Personally, I was beginning to think that Mason Ragg might be a little like The Fonz. Tough on the outside but heart of gold on the inside. Practically the very next second, the gym door opened and in marched Arthur. No kidding. It was like she had ultrasonic hearing for anything related to The Fonz and would appear on the spot if someone even thought about him. Stranger still, she was dressed in a boy’s gym uniform—white T-shirt, blue shorts. Right behind her was Jennifer Crawford, a.k.a. Benjamin, then came Emmie Wiltshire, a.k.a. Robert, then Chantal Samms, a.k.a. George, then three more members of GWAB whose names I didn’t know. They were all dressed in boys’ uniforms. I don’t know where they got them from, but except for Arthur, they didn’t fit the GWAB members very well. Then came Sybil Tushman with her camcorder. Last of all came Jeremy. I knew she would be there, of course. It came to me in a flash that this was The Blue and White Rebellion they had been plotting (blue and white being the colors of the gym uniforms), and now I realized with horror that she was going to watch Wooly wipe the floor with me. And so were her friends. If she was ashamed of me before this, she was going to want to disown me as a brother after this debacle.

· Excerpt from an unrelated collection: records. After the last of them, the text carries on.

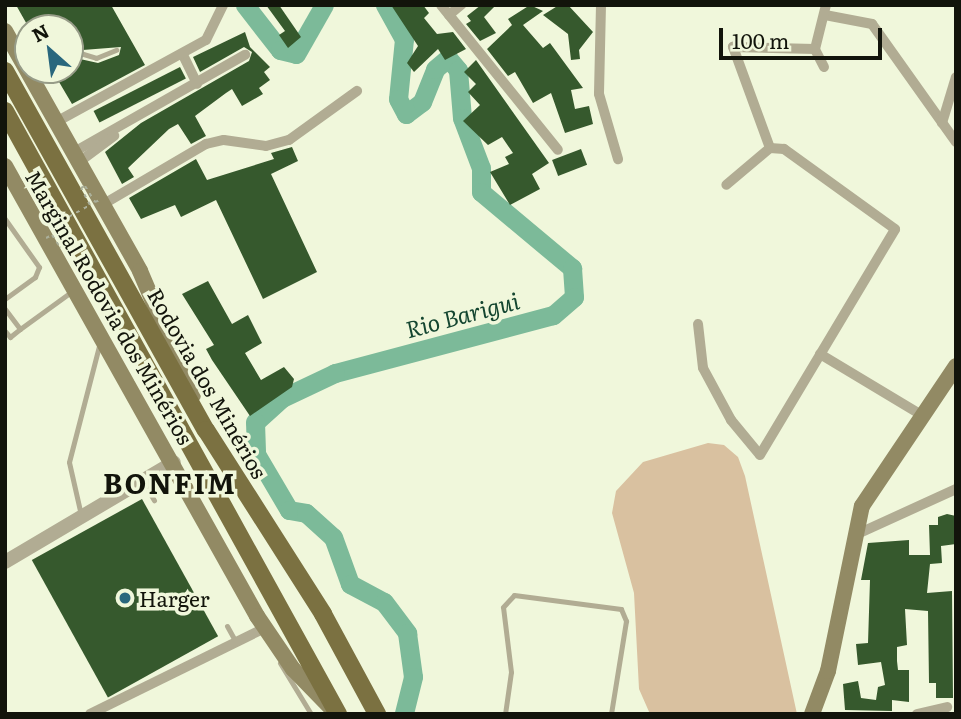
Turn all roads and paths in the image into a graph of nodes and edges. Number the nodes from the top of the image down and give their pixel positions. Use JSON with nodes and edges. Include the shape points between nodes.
{"nodes":[{"id":1,"x":223,"y":5,"type":"edge"},
{"id":2,"x":441,"y":5,"type":"edge"},
{"id":3,"x":460,"y":5,"type":"edge"},
{"id":4,"x":601,"y":5,"type":"edge"},
{"id":5,"x":825,"y":10,"type":"edge"},
{"id":6,"x":449,"y":15,"type":"junction"},
{"id":7,"x":5,"y":31,"type":"edge"},
{"id":8,"x":14,"y":46,"type":"edge"},
{"id":9,"x":815,"y":49,"type":"junction"},
{"id":10,"x":116,"y":50,"type":"dead end"},
{"id":11,"x":84,"y":54,"type":"edge"},
{"id":12,"x":183,"y":55,"type":"junction"},
{"id":13,"x":245,"y":55,"type":"dead end"},
{"id":14,"x":824,"y":67,"type":"dead end"},
{"id":15,"x":5,"y":71,"type":"edge"},
{"id":16,"x":956,"y":77,"type":"edge"},
{"id":17,"x":35,"y":84,"type":"edge"},
{"id":18,"x":197,"y":84,"type":"junction"},
{"id":19,"x":357,"y":91,"type":"dead end"},
{"id":20,"x":5,"y":111,"type":"edge"},
{"id":21,"x":56,"y":122,"type":"junction"},
{"id":22,"x":942,"y":123,"type":"junction"},
{"id":23,"x":956,"y":142,"type":"edge"},
{"id":24,"x":769,"y":148,"type":"junction"},
{"id":25,"x":558,"y":150,"type":"dead end"},
{"id":26,"x":77,"y":157,"type":"junction"},
{"id":27,"x":618,"y":159,"type":"dead end"},
{"id":28,"x":5,"y":166,"type":"edge"},
{"id":29,"x":726,"y":185,"type":"dead end"},
{"id":30,"x":101,"y":202,"type":"junction"},
{"id":31,"x":5,"y":219,"type":"edge"},
{"id":32,"x":46,"y":238,"type":"junction"},
{"id":33,"x":76,"y":289,"type":"junction"},
{"id":34,"x":5,"y":299,"type":"edge"},
{"id":35,"x":5,"y":309,"type":"edge"},
{"id":36,"x":698,"y":324,"type":"dead end"},
{"id":37,"x":20,"y":329,"type":"junction"},
{"id":38,"x":5,"y":331,"type":"edge"},
{"id":39,"x":102,"y":337,"type":"junction"},
{"id":40,"x":8,"y":339,"type":"edge"},
{"id":41,"x":820,"y":354,"type":"junction"},
{"id":42,"x":956,"y":366,"type":"edge"},
{"id":43,"x":920,"y":414,"type":"junction"},
{"id":44,"x":206,"y":430,"type":"junction"},
{"id":45,"x":174,"y":463,"type":"junction"},
{"id":46,"x":144,"y":483,"type":"junction"},
{"id":47,"x":956,"y":489,"type":"edge"},
{"id":48,"x":155,"y":500,"type":"dead end"},
{"id":49,"x":82,"y":518,"type":"junction"},
{"id":50,"x":853,"y":536,"type":"junction"},
{"id":51,"x":5,"y":562,"type":"edge"},
{"id":52,"x":227,"y":626,"type":"dead end"},
{"id":53,"x":265,"y":628,"type":"junction"},
{"id":54,"x":236,"y":642,"type":"junction"},
{"id":55,"x":947,"y":707,"type":"dead end"},
{"id":56,"x":90,"y":714,"type":"edge"},
{"id":57,"x":311,"y":714,"type":"edge"},
{"id":58,"x":337,"y":714,"type":"edge"},
{"id":59,"x":377,"y":714,"type":"edge"},
{"id":60,"x":505,"y":714,"type":"edge"},
{"id":61,"x":611,"y":714,"type":"edge"},
{"id":62,"x":812,"y":714,"type":"edge"},
{"id":63,"x":917,"y":714,"type":"edge"}],
"edges":[{"from":1,"to":12,"type":"street","via":[[206,40]]},
{"from":2,"to":6,"type":"street"},
{"from":3,"to":6,"type":"street"},
{"from":4,"to":27,"type":"street","via":[[599,94]]},
{"from":5,"to":9,"type":"street"},
{"from":5,"to":22,"type":"street","via":[[872,24]]},
{"from":6,"to":25,"type":"street"},
{"from":7,"to":8,"type":"main road","name":"Marginal Rodovia dos Minérios"},
{"from":9,"to":14,"type":"street"},
{"from":9,"to":24,"type":"street","via":[[733,47]]},
{"from":10,"to":11,"type":"lane","via":[[96,58]]},
{"from":12,"to":18,"type":"street"},
{"from":12,"to":21,"type":"street"},
{"from":13,"to":18,"type":"street"},
{"from":15,"to":44,"type":"main road","name":"Rodovia dos Minérios"},
{"from":16,"to":22,"type":"street"},
{"from":17,"to":21,"type":"main road","name":"Marginal Rodovia dos Minérios"},
{"from":18,"to":26,"type":"street"},
{"from":19,"to":30,"type":"street","via":[[289,140],[266,146],[224,140],[206,144]]},
{"from":20,"to":58,"type":"main road"},
{"from":21,"to":26,"type":"main road","name":"Marginal Rodovia dos Minérios"},
{"from":22,"to":23,"type":"street"},
{"from":24,"to":29,"type":"street"},
{"from":24,"to":41,"type":"street","via":[[784,149],[895,229]]},
{"from":26,"to":30,"type":"main road","name":"Marginal Rodovia dos Minérios"},
{"from":28,"to":32,"type":"main road","name":"Marginal Rodovia dos Minérios"},
{"from":30,"to":32,"type":"path","bridge":true,"via":[[94,202],[85,186],[81,188],[90,205],[54,225],[65,244],[60,247],[52,235]]},
{"from":30,"to":44,"type":"main road","name":"Marginal Rodovia dos Minérios","via":[[140,271]]},
{"from":31,"to":34,"type":"lane","via":[[39,267],[35,277]]},
{"from":32,"to":33,"type":"main road","name":"Marginal Rodovia dos Minérios"},
{"from":33,"to":37,"type":"lane"},
{"from":33,"to":39,"type":"main road","name":"Marginal Rodovia dos Minérios"},
{"from":35,"to":37,"type":"lane"},
{"from":36,"to":41,"type":"street","via":[[708,377],[731,420],[760,455]]},
{"from":37,"to":40,"type":"lane"},
{"from":38,"to":40,"type":"lane"},
{"from":39,"to":45,"type":"main road","name":"Marginal Rodovia dos Minérios"},
{"from":39,"to":49,"type":"lane","via":[[69,462]]},
{"from":41,"to":43,"type":"street"},
{"from":42,"to":43,"type":"main road"},
{"from":43,"to":50,"type":"main road","via":[[878,476]]},
{"from":44,"to":59,"type":"main road","name":"Rodovia dos Minérios","via":[[323,614]]},
{"from":45,"to":46,"type":"street"},
{"from":45,"to":53,"type":"main road","name":"Marginal Rodovia dos Minérios"},
{"from":46,"to":48,"type":"lane"},
{"from":46,"to":49,"type":"street"},
{"from":47,"to":50,"type":"street"},
{"from":49,"to":51,"type":"street"},
{"from":50,"to":62,"type":"main road","via":[[828,671]]},
{"from":52,"to":54,"type":"lane"},
{"from":53,"to":54,"type":"street"},
{"from":53,"to":57,"type":"lane","via":[[288,681]]},
{"from":53,"to":58,"type":"main road","name":"Marginal Rodovia dos Minérios","via":[[293,669]]},
{"from":54,"to":56,"type":"street"},
{"from":55,"to":63,"type":"street"},
{"from":60,"to":61,"type":"lane","via":[[511,672],[503,607],[514,595],[621,609],[626,621]]}]}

Jeremy’s gym uniform was so big that the shorts reached below her knees, and the T-shirt was almost as long as the shorts. But what shocked me, what made me literally suck back my breath in a gasp, was her hair. The long red mane that she had always refused to cut because our mother had loved it so much had been completely lopped off. Her hair was as short as a boy’s. It struck me as the final betrayal. With a few bold snips of the scissors, she had cut us all out, along with her hair—Mom, Dad. Me.

Still, I didn’t think she looked very happy as she followed the others to the back end of the gym where we all stood, gawping at them (for the moment, everyone had forgotten about me and Mason and every head was riveted to the GWAB parade). Her head was lowered and her eyebrows were pinched together. She looked mad. Fighting mad. By comparison, the other girls just looked like they were pretending to be angry, but mostly they looked self-conscious as they stood in a clump by the rest of us, tugging at their badly fitting uniforms.

Suddenly I had two thoughts:

1. Watch out, Arthur. Jeremy is going to become the president of GWAB in no time.

2. The Blue and White Rebellion might actually save the day. Wooly was going to have to deal with them, and that would eat up precious pain-and-suffering time that he’d allotted for me and Mason.

I considered donating a charitable contribution to the organization.

Like the rest of us, Mr. Wooly watched the members of GWAB in bewildered silence. Then he collected himself and boomed:

“Excuse me, ladies!”

Our class was so used to being called “ladies” that all our heads turned toward him. So he made a lassoing motion with his arm in the direction of the GWAB members and clarified things by saying, “You lot! The girls in boys’ uniforms! Out!” His invisible lasso was now tossed toward the gym doors.